Assignment ▸ Look through the records below for the line holding "pinky tip: (286, 185)". Write it out exactly, with each following line through the line holding "middle mcp: (75, 248)".

(Dataset entries)
......
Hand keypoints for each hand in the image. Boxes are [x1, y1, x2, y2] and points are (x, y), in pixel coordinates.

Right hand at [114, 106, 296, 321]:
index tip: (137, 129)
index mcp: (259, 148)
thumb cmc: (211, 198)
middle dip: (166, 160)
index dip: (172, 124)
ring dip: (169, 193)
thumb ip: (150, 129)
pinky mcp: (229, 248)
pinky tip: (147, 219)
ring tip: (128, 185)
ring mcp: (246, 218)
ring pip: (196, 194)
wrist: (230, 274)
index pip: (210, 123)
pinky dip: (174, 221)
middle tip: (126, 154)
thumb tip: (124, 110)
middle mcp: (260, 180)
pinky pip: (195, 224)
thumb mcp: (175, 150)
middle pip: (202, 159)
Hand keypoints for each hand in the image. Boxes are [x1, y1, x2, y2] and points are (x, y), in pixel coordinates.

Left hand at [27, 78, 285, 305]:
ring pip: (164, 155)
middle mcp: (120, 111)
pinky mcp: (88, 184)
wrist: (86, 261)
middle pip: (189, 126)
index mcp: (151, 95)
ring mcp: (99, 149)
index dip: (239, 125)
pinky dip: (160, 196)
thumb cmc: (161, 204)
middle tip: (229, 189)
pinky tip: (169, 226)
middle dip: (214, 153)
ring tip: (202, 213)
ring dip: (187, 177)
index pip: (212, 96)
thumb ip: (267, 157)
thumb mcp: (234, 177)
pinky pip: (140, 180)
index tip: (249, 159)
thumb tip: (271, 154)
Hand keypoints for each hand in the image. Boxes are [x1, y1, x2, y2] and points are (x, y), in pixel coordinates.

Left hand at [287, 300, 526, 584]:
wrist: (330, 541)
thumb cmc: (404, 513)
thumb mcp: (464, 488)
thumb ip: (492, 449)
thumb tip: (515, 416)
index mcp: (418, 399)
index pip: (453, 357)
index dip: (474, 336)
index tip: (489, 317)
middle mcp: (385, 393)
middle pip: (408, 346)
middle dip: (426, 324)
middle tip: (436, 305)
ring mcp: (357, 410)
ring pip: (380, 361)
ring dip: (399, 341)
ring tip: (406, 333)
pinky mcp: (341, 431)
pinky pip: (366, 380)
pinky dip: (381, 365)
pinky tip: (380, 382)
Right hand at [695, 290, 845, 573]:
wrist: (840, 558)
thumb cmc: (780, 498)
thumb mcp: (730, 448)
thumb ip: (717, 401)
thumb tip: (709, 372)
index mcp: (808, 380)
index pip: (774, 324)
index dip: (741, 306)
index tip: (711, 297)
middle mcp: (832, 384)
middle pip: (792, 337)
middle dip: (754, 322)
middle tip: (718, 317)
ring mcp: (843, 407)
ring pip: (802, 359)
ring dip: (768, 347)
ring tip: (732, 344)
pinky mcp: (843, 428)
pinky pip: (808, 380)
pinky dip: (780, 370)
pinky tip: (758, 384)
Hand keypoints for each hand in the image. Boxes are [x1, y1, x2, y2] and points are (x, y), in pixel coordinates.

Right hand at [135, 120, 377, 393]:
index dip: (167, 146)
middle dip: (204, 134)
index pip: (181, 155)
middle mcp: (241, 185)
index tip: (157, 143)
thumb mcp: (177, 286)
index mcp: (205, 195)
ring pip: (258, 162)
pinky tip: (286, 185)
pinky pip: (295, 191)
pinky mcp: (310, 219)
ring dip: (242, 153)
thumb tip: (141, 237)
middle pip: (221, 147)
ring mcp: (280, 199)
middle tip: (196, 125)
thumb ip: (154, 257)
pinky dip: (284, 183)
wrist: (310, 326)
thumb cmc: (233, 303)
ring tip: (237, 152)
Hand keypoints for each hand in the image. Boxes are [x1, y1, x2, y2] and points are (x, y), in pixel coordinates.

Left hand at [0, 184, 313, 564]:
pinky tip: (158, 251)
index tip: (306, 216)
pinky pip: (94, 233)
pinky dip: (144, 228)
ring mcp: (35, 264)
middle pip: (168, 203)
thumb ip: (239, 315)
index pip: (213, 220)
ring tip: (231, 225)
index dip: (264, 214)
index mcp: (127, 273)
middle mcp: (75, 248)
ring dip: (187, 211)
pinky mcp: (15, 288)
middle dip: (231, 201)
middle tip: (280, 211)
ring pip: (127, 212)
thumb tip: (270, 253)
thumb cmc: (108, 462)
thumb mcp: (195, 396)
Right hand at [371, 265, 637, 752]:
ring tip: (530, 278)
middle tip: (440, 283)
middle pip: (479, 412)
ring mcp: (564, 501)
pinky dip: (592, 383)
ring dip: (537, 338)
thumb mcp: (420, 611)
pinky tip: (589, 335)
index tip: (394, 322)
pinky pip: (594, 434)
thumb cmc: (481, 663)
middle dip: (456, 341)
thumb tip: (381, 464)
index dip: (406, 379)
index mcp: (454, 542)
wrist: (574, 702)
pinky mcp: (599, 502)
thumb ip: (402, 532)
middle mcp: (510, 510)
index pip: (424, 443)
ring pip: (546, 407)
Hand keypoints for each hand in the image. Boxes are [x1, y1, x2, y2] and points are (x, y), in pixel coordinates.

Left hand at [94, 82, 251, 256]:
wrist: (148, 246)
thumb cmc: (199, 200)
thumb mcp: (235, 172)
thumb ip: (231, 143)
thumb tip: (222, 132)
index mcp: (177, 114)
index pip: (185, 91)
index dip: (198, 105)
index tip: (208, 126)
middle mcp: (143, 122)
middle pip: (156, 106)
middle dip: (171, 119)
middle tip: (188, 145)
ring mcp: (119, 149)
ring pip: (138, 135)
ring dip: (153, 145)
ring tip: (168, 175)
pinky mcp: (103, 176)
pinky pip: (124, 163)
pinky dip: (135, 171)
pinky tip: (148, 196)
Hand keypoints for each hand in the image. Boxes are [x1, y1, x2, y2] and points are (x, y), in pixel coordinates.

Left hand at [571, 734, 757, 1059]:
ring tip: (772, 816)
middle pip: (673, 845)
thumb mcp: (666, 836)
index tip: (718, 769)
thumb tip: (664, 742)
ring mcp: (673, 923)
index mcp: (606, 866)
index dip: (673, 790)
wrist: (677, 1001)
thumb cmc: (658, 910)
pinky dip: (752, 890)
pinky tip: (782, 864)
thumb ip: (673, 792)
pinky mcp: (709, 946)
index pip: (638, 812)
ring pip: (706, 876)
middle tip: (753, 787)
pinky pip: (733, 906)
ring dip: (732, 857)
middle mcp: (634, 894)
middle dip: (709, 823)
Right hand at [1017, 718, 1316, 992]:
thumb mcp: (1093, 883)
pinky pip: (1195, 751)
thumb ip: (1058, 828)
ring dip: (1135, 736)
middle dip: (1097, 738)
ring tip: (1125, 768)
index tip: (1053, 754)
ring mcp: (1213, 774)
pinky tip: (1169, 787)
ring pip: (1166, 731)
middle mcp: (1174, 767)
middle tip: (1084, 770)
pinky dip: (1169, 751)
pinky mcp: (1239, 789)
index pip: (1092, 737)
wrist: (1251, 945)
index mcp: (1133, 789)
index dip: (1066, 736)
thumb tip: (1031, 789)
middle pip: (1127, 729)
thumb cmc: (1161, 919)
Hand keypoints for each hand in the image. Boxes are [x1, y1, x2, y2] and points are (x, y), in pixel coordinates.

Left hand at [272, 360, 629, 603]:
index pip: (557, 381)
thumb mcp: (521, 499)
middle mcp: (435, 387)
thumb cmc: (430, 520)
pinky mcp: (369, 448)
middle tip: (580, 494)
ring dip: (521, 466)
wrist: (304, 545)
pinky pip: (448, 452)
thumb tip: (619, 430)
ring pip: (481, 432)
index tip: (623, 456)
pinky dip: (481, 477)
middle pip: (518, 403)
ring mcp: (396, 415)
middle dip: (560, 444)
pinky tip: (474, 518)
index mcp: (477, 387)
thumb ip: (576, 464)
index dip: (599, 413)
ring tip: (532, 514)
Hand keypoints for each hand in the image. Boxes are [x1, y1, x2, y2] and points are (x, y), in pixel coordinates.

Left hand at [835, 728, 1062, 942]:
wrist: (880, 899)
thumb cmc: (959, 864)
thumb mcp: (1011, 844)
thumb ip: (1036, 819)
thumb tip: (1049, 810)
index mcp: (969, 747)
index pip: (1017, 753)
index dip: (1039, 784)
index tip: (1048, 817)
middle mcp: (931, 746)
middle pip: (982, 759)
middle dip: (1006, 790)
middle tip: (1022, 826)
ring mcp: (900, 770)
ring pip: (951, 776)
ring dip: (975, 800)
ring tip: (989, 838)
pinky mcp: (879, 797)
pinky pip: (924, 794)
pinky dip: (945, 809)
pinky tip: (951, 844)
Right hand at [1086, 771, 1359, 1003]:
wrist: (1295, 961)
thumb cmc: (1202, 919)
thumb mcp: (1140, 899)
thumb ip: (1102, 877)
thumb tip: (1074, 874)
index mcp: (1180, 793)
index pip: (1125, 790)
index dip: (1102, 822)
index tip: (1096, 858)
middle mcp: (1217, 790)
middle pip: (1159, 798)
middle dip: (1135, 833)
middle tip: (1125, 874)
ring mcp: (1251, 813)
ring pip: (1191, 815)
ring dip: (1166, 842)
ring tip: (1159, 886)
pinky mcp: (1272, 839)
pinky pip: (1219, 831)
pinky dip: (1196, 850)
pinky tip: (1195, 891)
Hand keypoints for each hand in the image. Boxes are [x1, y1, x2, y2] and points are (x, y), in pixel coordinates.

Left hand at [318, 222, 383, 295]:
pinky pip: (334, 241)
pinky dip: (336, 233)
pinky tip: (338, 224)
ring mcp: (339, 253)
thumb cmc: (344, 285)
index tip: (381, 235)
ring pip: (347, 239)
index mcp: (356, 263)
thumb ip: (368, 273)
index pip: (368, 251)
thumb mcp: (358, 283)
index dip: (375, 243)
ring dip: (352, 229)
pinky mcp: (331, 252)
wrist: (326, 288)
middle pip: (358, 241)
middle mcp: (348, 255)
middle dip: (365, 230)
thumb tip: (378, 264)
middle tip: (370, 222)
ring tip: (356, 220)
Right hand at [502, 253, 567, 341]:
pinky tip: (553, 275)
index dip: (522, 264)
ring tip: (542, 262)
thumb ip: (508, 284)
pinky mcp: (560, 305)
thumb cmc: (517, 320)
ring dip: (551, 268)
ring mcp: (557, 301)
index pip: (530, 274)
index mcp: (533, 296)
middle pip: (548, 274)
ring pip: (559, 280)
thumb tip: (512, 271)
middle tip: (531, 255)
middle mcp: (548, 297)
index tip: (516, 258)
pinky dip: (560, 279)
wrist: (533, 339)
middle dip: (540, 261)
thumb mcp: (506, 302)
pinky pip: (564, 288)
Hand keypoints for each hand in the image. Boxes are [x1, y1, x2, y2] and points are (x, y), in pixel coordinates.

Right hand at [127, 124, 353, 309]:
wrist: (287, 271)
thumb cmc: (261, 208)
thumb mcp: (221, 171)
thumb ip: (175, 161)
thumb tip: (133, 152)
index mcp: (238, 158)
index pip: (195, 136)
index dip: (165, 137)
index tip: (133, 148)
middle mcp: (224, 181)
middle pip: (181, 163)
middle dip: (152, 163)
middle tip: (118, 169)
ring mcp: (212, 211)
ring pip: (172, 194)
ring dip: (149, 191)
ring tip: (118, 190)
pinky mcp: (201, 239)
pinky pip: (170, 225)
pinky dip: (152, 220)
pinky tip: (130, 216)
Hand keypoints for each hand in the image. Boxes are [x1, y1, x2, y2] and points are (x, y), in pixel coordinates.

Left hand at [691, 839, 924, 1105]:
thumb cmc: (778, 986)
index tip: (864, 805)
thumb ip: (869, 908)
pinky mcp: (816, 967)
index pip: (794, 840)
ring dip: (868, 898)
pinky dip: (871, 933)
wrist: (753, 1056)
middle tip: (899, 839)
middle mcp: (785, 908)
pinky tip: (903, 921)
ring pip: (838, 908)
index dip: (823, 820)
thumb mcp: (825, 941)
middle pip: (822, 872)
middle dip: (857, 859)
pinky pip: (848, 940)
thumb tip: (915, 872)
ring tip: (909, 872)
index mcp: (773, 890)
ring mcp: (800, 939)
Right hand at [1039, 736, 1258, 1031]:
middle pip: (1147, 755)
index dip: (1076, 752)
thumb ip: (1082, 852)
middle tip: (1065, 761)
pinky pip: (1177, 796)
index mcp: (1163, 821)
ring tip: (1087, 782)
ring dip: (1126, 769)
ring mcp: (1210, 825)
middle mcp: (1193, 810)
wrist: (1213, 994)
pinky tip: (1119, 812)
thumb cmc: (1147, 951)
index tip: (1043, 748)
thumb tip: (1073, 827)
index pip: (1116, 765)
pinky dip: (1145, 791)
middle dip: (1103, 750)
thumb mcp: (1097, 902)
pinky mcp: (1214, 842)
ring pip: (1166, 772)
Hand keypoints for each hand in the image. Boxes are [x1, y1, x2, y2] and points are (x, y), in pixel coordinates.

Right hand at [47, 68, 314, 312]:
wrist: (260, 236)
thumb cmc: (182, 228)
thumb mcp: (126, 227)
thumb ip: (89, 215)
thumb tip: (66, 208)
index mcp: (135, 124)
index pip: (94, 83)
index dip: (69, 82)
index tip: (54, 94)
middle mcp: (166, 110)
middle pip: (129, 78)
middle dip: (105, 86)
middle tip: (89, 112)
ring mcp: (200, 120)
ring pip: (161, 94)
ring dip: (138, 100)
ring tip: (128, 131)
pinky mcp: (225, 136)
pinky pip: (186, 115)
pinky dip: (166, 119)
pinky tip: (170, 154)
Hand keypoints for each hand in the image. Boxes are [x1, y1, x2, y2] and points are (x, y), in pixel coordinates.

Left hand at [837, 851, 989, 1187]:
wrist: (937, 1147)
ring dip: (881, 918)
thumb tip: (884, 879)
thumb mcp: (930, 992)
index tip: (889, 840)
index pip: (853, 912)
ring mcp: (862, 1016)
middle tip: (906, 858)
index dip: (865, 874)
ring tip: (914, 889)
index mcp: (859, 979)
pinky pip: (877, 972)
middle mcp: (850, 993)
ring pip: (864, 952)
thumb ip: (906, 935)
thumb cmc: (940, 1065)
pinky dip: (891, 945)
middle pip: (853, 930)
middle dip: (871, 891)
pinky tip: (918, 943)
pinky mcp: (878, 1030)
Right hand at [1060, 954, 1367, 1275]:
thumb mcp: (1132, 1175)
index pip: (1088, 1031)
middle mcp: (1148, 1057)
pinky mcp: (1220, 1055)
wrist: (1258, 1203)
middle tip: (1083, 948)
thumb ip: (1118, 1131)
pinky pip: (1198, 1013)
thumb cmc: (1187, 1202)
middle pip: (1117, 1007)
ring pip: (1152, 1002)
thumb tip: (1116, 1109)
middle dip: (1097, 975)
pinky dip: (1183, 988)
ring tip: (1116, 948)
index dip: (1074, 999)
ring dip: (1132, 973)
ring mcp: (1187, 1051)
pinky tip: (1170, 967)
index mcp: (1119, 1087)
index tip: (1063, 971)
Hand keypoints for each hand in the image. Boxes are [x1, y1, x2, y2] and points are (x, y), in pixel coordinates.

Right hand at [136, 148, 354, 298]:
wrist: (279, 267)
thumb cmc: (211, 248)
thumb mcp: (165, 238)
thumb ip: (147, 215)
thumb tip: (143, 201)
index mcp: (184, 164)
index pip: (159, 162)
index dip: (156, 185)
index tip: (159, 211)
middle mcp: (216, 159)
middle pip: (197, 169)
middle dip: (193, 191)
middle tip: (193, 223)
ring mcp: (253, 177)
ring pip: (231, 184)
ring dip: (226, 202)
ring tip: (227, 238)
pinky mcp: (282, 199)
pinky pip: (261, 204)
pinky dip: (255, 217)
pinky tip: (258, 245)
......
Result of the exercise ▸
pinky tip: (286, 185)
pinky pip: (295, 191)
pinky mcp: (310, 219)
ring dip: (242, 153)
thumb tip: (141, 237)
middle pip: (221, 147)
ring mcp: (280, 199)
middle tip: (196, 125)
thumb ip: (154, 257)
pinky dip: (284, 183)
wrist: (310, 326)
thumb cmc: (233, 303)
ring tip: (237, 152)
Hand keypoints for each hand in the image. Boxes are [x1, y1, x2, y2] and points are (x, y), in pixel coordinates.

Left hand at [0, 184, 313, 564]:
pinky tip: (158, 251)
index tip: (306, 216)
pinky pip: (94, 233)
pinky dip: (144, 228)
ring mcp: (35, 264)
middle pip: (168, 203)
thumb ip: (239, 315)
index pip: (213, 220)
ring tip: (231, 225)
index dip: (264, 214)
index mcp: (127, 273)
middle mcp: (75, 248)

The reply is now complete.